Thank you, Madam Chair. Forgive me. I will clearly explain why I believe the Canada-Ukraine Free Trade Agreement is relevant to my argument on this amendment.
I've just outlined for several minutes why I believe the Conservative Party—this motion overall—is reckless. They don't take the care that is needed with national security documents. The amendment specifically is removing a section that is requesting more information again in the public domain. Why I take such issue with this is built partly on the track record that we've seen from the Conservatives in the last week or two. That is the connection I'm making between the Canada-Ukraine Free Trade Agreement.
While I acknowledge that other members may not like that I'm making this connection, it is certainly within my purview and right as a committee member to share my opinions of why I'm going to support this amendment, but I will do you the courtesy, Madam Chair, of explaining the threads in my thought process so that we can eliminate, hopefully, more of the Conservatives' attempts to just silence me.
On the “relevant information”, that is the line right in the motion that we are amending to remove. What I find interesting about why the Conservatives are requesting relevant information is, again, the track record we've seen just this last week that is deeply concerning.
We've spoken in the House about the Conservatives' champagne trip to the U.K., with one member in particular paid for by the Danube Institute. The Danube Institute published a paper in which they refer to the Russia-Ukraine war and the support for Ukraine as wokeism. Then, just a few weeks later, a Conservative member who came back from that trip—I don't know what was expressed, but certainly I have deep concerns based on these connections—actually referred to the Canada-Ukraine Free Trade Agreement as Liberal woke. I thought, wow: the exact same language used in this Danube alt-right pro-Russia paper and a Conservative member who just came back from a foreign trip paid for by the Danube Institute.

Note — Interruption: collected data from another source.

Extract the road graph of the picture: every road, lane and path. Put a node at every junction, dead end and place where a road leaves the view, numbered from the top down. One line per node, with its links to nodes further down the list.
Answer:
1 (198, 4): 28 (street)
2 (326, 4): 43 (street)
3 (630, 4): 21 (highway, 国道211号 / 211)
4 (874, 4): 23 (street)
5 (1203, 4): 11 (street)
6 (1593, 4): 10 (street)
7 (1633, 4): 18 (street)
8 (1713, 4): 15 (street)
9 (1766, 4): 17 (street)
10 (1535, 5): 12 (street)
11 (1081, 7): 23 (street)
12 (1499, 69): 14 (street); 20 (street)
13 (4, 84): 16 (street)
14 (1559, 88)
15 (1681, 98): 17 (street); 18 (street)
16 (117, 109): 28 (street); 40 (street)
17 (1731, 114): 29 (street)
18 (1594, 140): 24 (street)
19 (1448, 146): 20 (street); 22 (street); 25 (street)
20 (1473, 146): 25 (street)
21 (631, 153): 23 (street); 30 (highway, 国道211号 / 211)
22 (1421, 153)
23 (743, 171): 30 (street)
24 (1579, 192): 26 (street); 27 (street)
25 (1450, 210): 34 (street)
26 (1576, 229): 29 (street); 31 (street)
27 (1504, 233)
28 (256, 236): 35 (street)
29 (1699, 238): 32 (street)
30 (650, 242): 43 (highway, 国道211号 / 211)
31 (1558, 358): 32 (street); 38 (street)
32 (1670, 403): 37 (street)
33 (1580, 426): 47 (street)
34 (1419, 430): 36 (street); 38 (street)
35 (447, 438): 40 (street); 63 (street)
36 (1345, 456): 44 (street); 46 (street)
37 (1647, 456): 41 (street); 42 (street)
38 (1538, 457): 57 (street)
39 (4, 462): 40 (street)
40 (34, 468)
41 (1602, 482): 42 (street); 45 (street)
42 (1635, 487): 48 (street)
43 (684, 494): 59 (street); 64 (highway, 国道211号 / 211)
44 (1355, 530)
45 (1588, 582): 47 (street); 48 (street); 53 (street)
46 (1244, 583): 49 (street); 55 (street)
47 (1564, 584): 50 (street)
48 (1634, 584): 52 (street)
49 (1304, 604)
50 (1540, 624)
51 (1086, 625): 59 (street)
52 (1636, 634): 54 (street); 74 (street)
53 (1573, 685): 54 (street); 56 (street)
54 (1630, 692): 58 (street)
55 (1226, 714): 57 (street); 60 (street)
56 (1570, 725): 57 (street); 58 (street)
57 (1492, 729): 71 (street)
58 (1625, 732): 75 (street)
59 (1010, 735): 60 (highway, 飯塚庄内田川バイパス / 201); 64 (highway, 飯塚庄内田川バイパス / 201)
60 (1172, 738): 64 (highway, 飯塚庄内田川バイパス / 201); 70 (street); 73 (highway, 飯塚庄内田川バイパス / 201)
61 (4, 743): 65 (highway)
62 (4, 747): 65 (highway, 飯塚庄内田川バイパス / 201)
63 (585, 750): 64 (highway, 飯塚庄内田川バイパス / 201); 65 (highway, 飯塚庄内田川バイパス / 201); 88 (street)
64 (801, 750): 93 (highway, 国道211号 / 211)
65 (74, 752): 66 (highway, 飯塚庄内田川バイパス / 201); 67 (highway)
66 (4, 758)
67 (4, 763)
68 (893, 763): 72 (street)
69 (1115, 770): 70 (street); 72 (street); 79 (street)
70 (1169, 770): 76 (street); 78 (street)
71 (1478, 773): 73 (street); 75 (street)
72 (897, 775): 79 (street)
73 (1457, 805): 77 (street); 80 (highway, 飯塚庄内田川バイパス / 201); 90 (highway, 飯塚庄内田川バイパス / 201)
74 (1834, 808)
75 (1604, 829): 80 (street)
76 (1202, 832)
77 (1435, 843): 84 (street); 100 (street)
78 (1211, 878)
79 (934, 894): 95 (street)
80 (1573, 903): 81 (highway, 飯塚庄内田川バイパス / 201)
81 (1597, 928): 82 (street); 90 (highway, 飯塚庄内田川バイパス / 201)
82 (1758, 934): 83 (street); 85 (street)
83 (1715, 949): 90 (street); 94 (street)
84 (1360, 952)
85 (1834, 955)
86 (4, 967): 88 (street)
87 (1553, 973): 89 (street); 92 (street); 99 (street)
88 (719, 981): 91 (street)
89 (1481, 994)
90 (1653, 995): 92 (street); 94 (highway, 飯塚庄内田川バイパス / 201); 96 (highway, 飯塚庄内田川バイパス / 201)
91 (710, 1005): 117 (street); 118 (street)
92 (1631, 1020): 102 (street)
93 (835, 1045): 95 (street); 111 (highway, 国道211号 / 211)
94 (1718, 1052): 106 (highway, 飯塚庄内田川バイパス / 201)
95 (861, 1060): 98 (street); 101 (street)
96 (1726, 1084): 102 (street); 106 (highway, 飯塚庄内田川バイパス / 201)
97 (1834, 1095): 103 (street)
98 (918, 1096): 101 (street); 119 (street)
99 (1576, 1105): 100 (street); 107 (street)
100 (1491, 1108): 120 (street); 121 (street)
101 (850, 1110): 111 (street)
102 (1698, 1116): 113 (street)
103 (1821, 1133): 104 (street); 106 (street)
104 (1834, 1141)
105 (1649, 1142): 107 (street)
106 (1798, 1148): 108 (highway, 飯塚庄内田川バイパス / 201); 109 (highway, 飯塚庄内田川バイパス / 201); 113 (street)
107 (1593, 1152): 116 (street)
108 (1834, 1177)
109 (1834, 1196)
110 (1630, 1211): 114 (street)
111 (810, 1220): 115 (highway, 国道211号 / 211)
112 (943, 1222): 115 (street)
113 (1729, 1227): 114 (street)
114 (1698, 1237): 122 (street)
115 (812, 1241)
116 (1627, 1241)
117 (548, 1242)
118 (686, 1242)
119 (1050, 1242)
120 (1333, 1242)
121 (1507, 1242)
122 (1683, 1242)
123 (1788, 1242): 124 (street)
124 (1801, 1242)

When I come back to this amendment and we talk about relevant information, we witness those turns of events where Ukraine is fighting for its democracy—and fighting for democracy all around the world, frankly—and then we come back to this committee and a motion that wants to put out classified collected national security documentation for the world to see. I'm seeing this pro-Russia language coming from the Conservative Party, and a vote against the Canada-Ukraine Free Trade Agreement.
I'm starting to be concerned. I try not to be paranoid and to see the best interests from Conservatives, but when you start stacking all of these things, you start stacking the fact that they're so reckless with national security documents that the national security community has said that this can put Canadian Armed Forces members at risk, full stop.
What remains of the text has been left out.